Enfin, nous convenons que l'office de saint Pierre et de saint Paul, et celui de saint Laurent, sont sans légendes ; mais c'est parce que l'Église romaine, à l'époque où les légendes ont été introduites dans l'office divin, a cru superflu de rédiger un récit de la vie et de la passion de ces deux grands apôtres et de son plus illustre martyr. Cette légende n'est-elle pas écrite dans Rome, en vingt endroits qui gardent les vestiges sacrés de ces glorieux soutiens de l'Église. Au reste, quand le Bréviaire romain eût, dans un plus grand nombre d'endroits, remplacé par des homélies les leçons historiques des saints, le reproche que nous adressons au correcteurs du Bréviaire de Harlay n'en serait pas moins mérité. En effet, nous leur demandons compte des choses qu'ils ont retranchées, et non de celles qui manquaient déjà dans le Bréviaire romain-parisien de Jean-François de Gondy, quand il fut soumis à leur correction. Que s'il leur eût semblé utile d'épurer par l'emploi d'une saine critique plusieurs des légendes, ils le pouvaient faire avec modération : mais supprimer en masse la partie la plus populaire dans un si grand nombre d'offices, était une démarche digne de censure et qui rappelait les condamnations portées au XVIe siècle par la Sorbonne de ce temps-là, contre les Bréviaires de Soissons et d'Orléans.

 

Mais on ne se borna pas à retrancher ainsi une partie considérable des légendes ; les traditions catholiques les plus vénérables furent insultées. Pour commencer par l'Église même de Paris, les correcteurs du Bréviaire la déshéritèrent de sa vieille gloire d'être fille de saint Denys l'Aréopagite ; ils portèrent leur main audacieuse sur le fameux prodige qui suivit la décollation du saint fondateur de leur propre Église. Ils distinguèrent sainte Marie-Madeleine de Marie, sœur de Marthe : ils ôtèrent à cette dernière la qualité de vierge, et à saint Lazare celle d'évêque. Ils effacèrent l'histoire si célèbre de sainte Catherine d'Alexandrie ; enfin, ces docteurs de Paris, marchant sur les traces honteuses de Le Fèvre d'Estaples et d'Érasme, flétris pourtant par l'ancienne Sorbonne, pour avoir osé attaquer les traditions sur saint Denys et sur sainte Marie-Madeleine, enchérirent, comme l'on voit, sur ces frondeurs de la tradition.

 

Veut-on savoir la vaine excuse qu'ils apportèrent lorsqu'on leur demanda compte de tant de témérités ? Eux qui avaient biffé un si grand nombre de récits miraculeux, et d'actions extraordinaires des saints, sans doute pour la plus grande gloire de ces amis de Dieu, on les entendit se faire un mérite de ces retranchements, parce qu'ils avaient, disaient-ils, substitué à des récits purement historiques et contestables, des passages des saints Pères par lesquels les dogmes attaqués par les hérétiques, et particulièrement le culte et l'intercession des saints étaient confirmés.
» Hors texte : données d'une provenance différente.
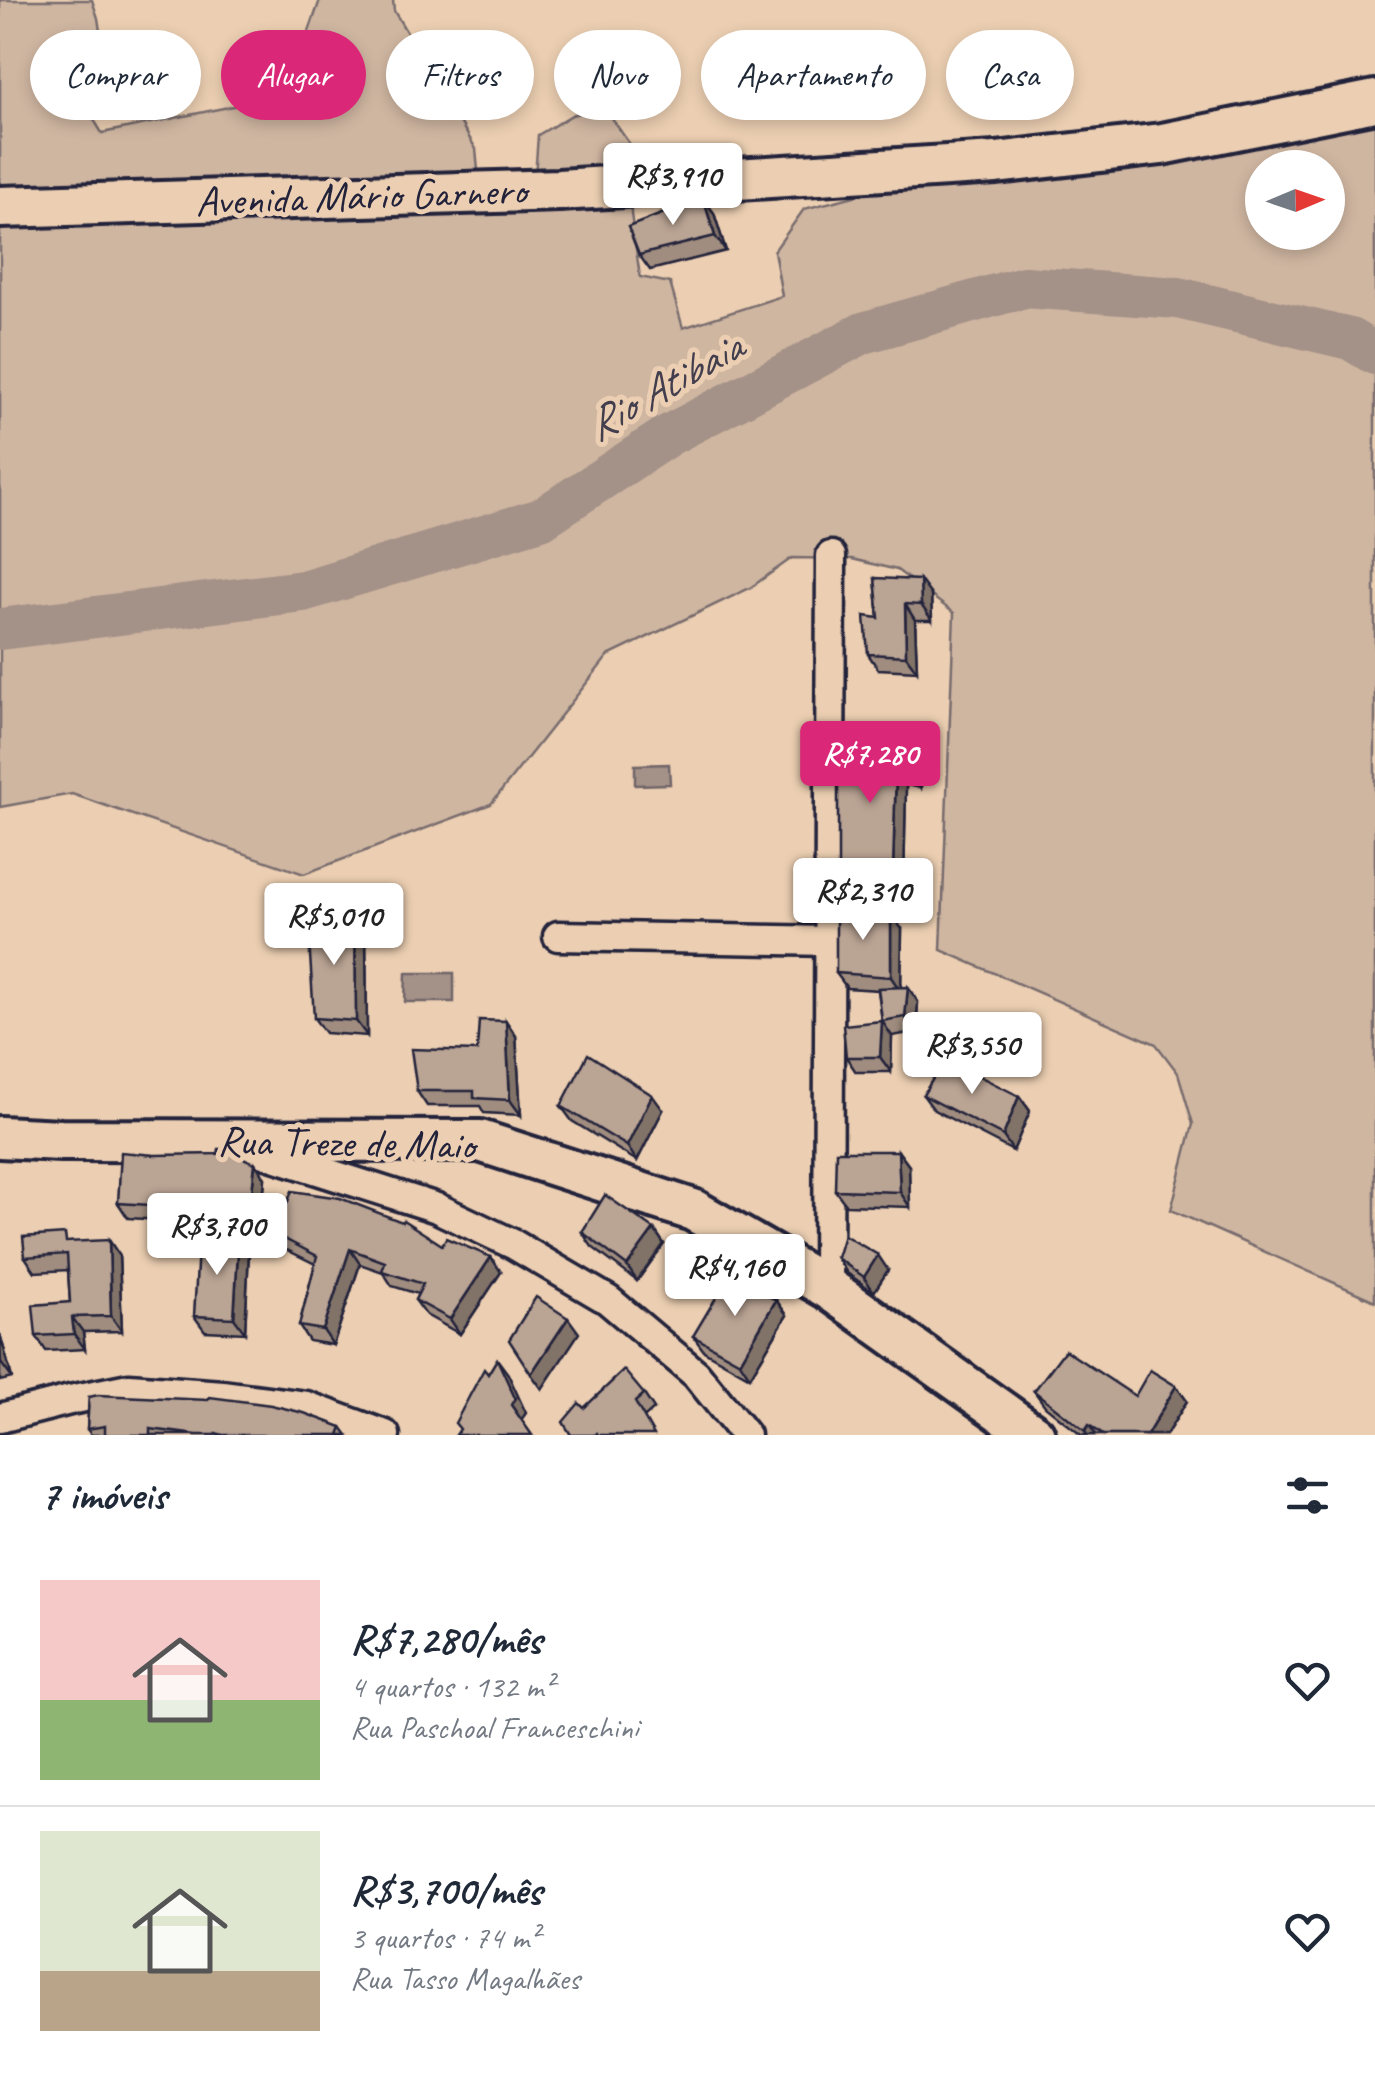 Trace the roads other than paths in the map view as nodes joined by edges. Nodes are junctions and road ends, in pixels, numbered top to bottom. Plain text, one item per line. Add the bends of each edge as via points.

Étrange préoccupation et qui dure encore dans l'Église de France, de considérer le bréviaire et les autres livres liturgiques, non plus comme un dépôt des traditions de la piété, comme un livre pratique qui renferme les monuments de la foi des fidèles, mais comme un arsenal de controverse, un supplément aux traités qu'on étudie dans l'école !

 

Ce fut sans doute cette même préoccupation qui porta les commissaires à statuer dans les rubriques générales que, désormais, le clerc récitant l'office divin en particulier, ne saluerait plus l'assemblée des fidèles, par ces mots : Dominus vobiscum ; mais qu'il dirait, comme pour lui seul : Domine, exaudi orationem meam. Il est triste d'avoir à ajouter que presque tous nos bréviaires nouveaux ont embrassé cette pratique, non seulement réprouvée expressément par l'Église romaine, mais contraire à l'essence même de toute prière ecclésiastique. Pourquoi ne supprime-t-on pas de même, au canon de la messe, toutes les formules qui font allusion à l'assemblée des fidèles, quand on célèbre à quelque autel isolé ? Luther n'est-il pas parti du même principe, quand il a anathématisé les messes privées, parce que, disait-il, elles étaient pleines de mensonge en ce que  les paroles supposent la présence du peuple ? Les jansénistes n'ont-ils pas tiré des conséquences analogues, ainsi que nous le raconterons ? Mais poursuivons.

 

2° Si nous considérons maintenant la manière dont le culte de la sainte Vierge avait été traité dans le Bréviaire de Harlay, nous voyons qu'il y avait été grandement diminué. D'abord, on avait supprimé les bénédictions de l'office de Beata, qui étaient propres à l'Église de Paris, en tout temps si dévote à sa glorieuse patronne. Les capitules du même office, dans lesquels l'Église romaine applique à Marie plusieurs passages des Livres sapientiaux qui ont rapport à la divine Sagesse, tradition si ancienne et si chère à la piété, avaient été sacrifiés, sans doute pour faire droit aux déclamations furibondes des hérétiques du XVIe siècle, que l'Église romaine et toutes celles qui la suivent dans les offices divins bravent encore aujourd'hui.

 

Désormais l'office de la Vierge, au Bréviaire de Paris, ne contenait plus cette antienne formidable à tous les sectaires : Gaude, Maria Virgo, cunctas haereses sola interemisti in universo mundo ; ni cette autre non moins vénérable, par laquelle l'Église implore le secours de Marie pour déjouer les complots de l'erreur contre la gloire de cette reine du ciel : Dignare me laudare te, Virgo sacrata; da mihi virtutem contra hostes tuos.

 

Mais on ne s'était pas arrêté là.

 

DOM GUÉRANGER 

INSTITUTIONS LITURGIQUES : CHAPITRE  XVII, DE LA LITURGIE DURANT LA SECONDE MOITIE DU XVIIe SIECLE. COMMENCEMENT DE LA DEVIATION LITURGIQUE EN FRANCE. — AFFAIRE DU PONTIFICAL ROMAIN. — TRADUCTION FRANÇAISE DU MISSEL. — RITUEL D'ALET. — BREVIAIRE PARISIEN DE HARLAY. — BRÉVIAIRE DE CLUNY. — HYMNES DE SANTEUIL. — CARACTÈRE DES CHANTS NOUVEAUX. — TRAVAUX DES PAPES SUR LES LIVRES ROMAINS. — AUTEURS LITURGIQUES DE CETTE ÉPOQUE.

 

François de Harlay de Champvallon

François de Harlay de Champvallon, Archevêque de Paris (1671-1695)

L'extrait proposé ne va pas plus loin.